START Exercise material
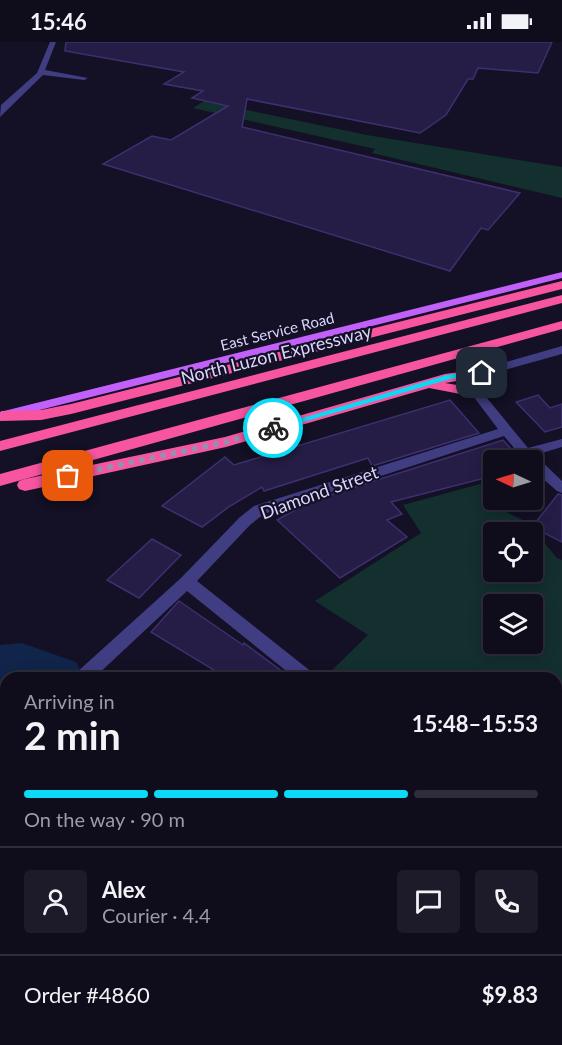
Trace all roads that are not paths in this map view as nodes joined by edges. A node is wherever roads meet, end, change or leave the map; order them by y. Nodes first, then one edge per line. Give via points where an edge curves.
1 (53, 42) edge
2 (40, 72) junction
3 (84, 78) dead end
4 (0, 115) edge
5 (562, 275) edge
6 (562, 285) edge
7 (562, 299) edge
8 (562, 325) edge
9 (562, 350) edge
10 (482, 373) junction
11 (419, 386) junction
12 (476, 392) junction
13 (0, 416) edge
14 (507, 431) junction
15 (562, 443) edge
16 (0, 446) edge
17 (524, 450) edge
18 (538, 450) edge
19 (543, 471) edge
20 (0, 480) edge
21 (562, 488) edge
22 (0, 490) edge
23 (186, 582) junction
24 (88, 672) edge
25 (298, 672) edge

1 - 2 street
2 - 3 street
2 - 4 street
5 - 13 main road, East Service Road
6 - 13 highway via 41,416
7 - 16 highway, North Luzon Expressway
8 - 20 highway
9 - 10 street
10 - 11 highway
10 - 12 street
11 - 12 highway
11 - 22 highway via 226,442
12 - 14 street
14 - 17 street
14 - 23 street, Diamond Street via 260,510
15 - 18 street
19 - 21 street
23 - 24 street, Diamond Street
23 - 25 street

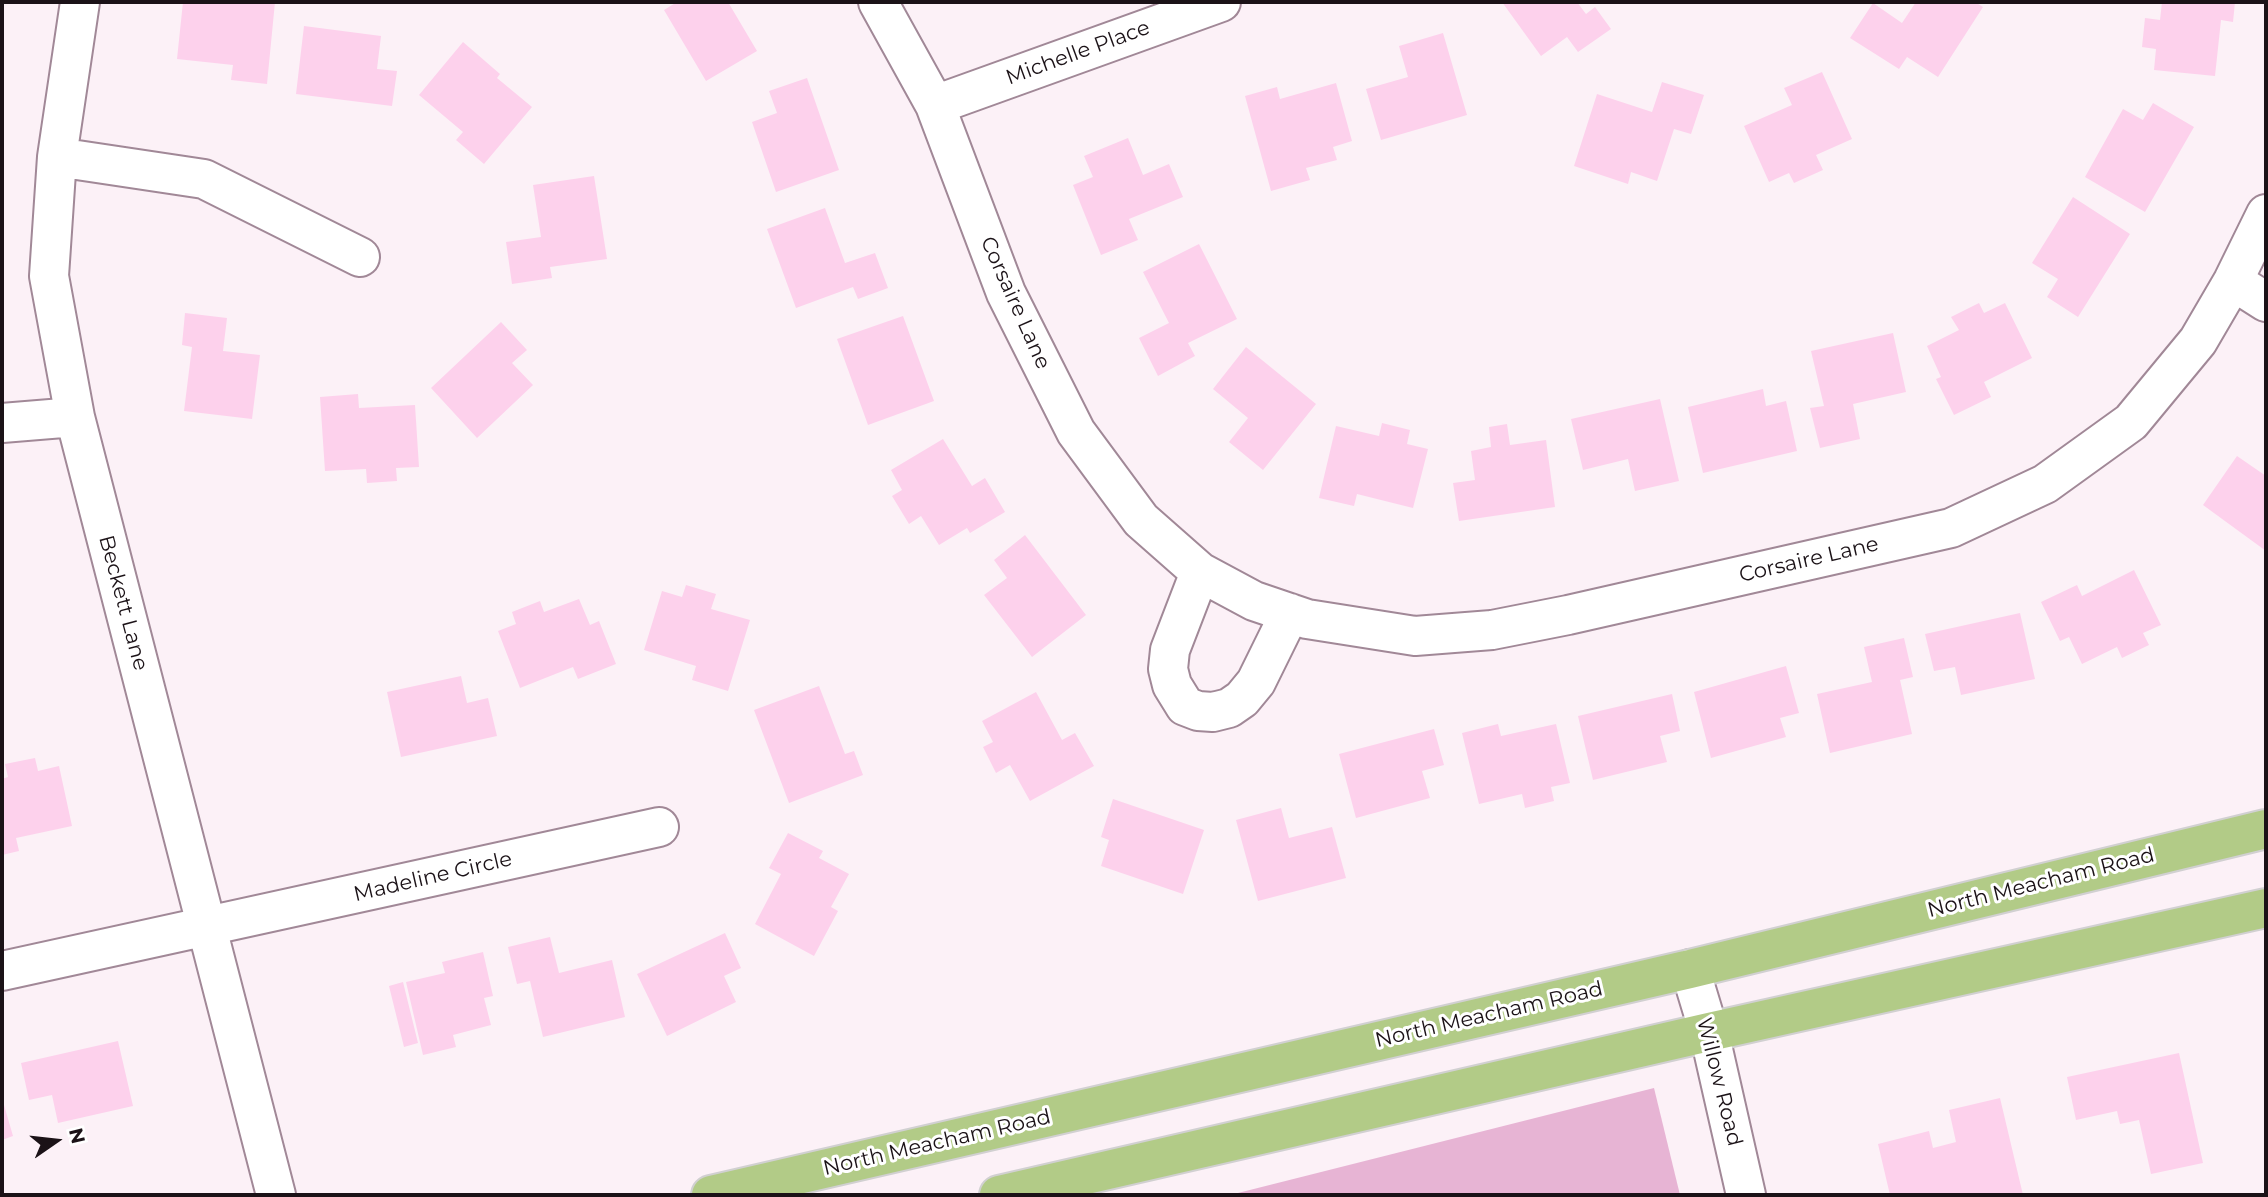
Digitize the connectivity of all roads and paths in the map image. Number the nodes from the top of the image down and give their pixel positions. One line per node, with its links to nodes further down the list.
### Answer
1 (80, 2): 5 (street, Beckett Lane)
2 (878, 2): 4 (street, Corsaire Lane)
3 (1221, 2): 4 (street, Michelle Place)
4 (935, 105): 12 (street, Corsaire Lane)
5 (57, 157): 7 (street); 10 (street, Beckett Lane)
6 (2266, 214): 8 (street, Corsaire Lane)
7 (360, 257)
8 (2234, 281): 9 (street); 13 (street, Corsaire Lane)
9 (2266, 302)
10 (75, 417): 11 (street); 17 (street, Beckett Lane)
11 (2, 423)
12 (1200, 572): 13 (street, Corsaire Lane); 13 (street)
13 (1290, 613)
14 (659, 827): 17 (street, Madeline Circle)
15 (2266, 829): 18 (main road, North Meacham Road)
16 (2266, 908): 20 (main road)
17 (207, 927): 19 (street, Madeline Circle); 21 (street, Beckett Lane)
18 (1690, 969): 20 (street, Willow Road); 22 (main road, North Meacham Road)
19 (2, 971)
20 (1709, 1032): 23 (main road); 24 (street, Willow Road)
21 (276, 1195)
22 (710, 1195)
23 (999, 1195)
24 (1746, 1195)

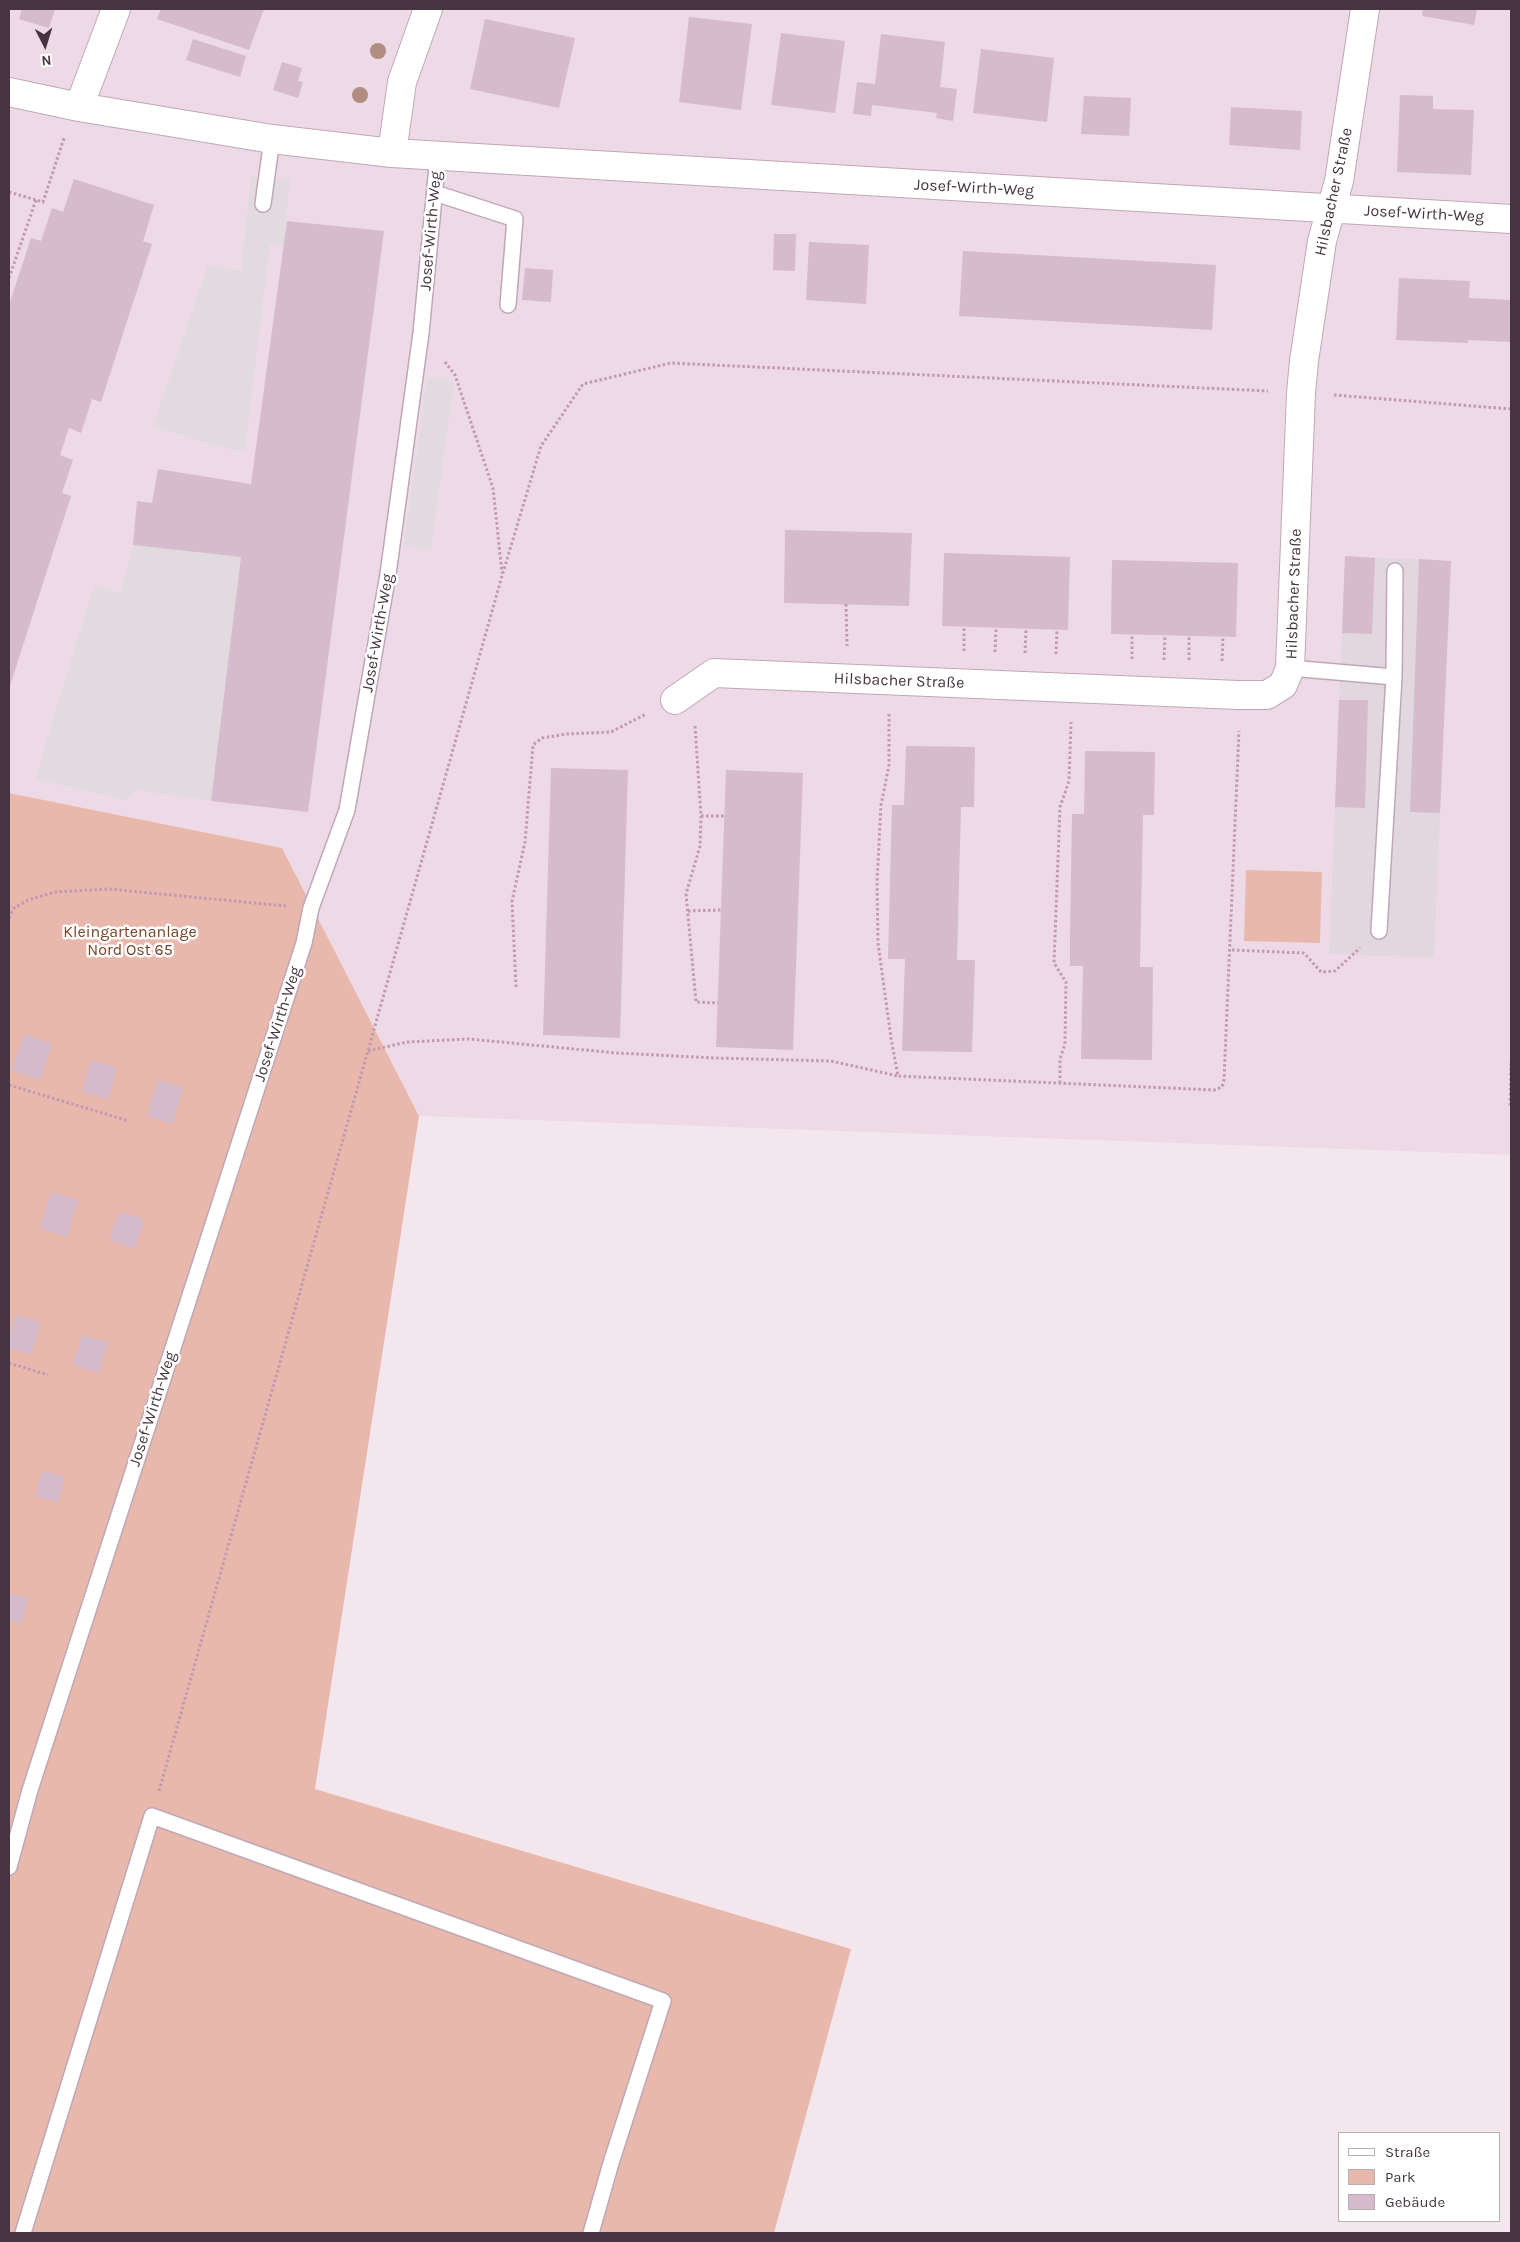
END Exercise material
▸ Task brief
All lines from the one containing "Digitize the connectivity" through the end of the data are to be written out exactly, with nothing added; skip the pictures.

▸ Result of this exercise
Digitize the connectivity of all roads and paths in the map image. Number the nodes from the top of the image down and give their pixel positions. One line per node, with its links to nodes further down the list.
### Answer
1 (80, 2): 5 (street, Beckett Lane)
2 (878, 2): 4 (street, Corsaire Lane)
3 (1221, 2): 4 (street, Michelle Place)
4 (935, 105): 12 (street, Corsaire Lane)
5 (57, 157): 7 (street); 10 (street, Beckett Lane)
6 (2266, 214): 8 (street, Corsaire Lane)
7 (360, 257)
8 (2234, 281): 9 (street); 13 (street, Corsaire Lane)
9 (2266, 302)
10 (75, 417): 11 (street); 17 (street, Beckett Lane)
11 (2, 423)
12 (1200, 572): 13 (street, Corsaire Lane); 13 (street)
13 (1290, 613)
14 (659, 827): 17 (street, Madeline Circle)
15 (2266, 829): 18 (main road, North Meacham Road)
16 (2266, 908): 20 (main road)
17 (207, 927): 19 (street, Madeline Circle); 21 (street, Beckett Lane)
18 (1690, 969): 20 (street, Willow Road); 22 (main road, North Meacham Road)
19 (2, 971)
20 (1709, 1032): 23 (main road); 24 (street, Willow Road)
21 (276, 1195)
22 (710, 1195)
23 (999, 1195)
24 (1746, 1195)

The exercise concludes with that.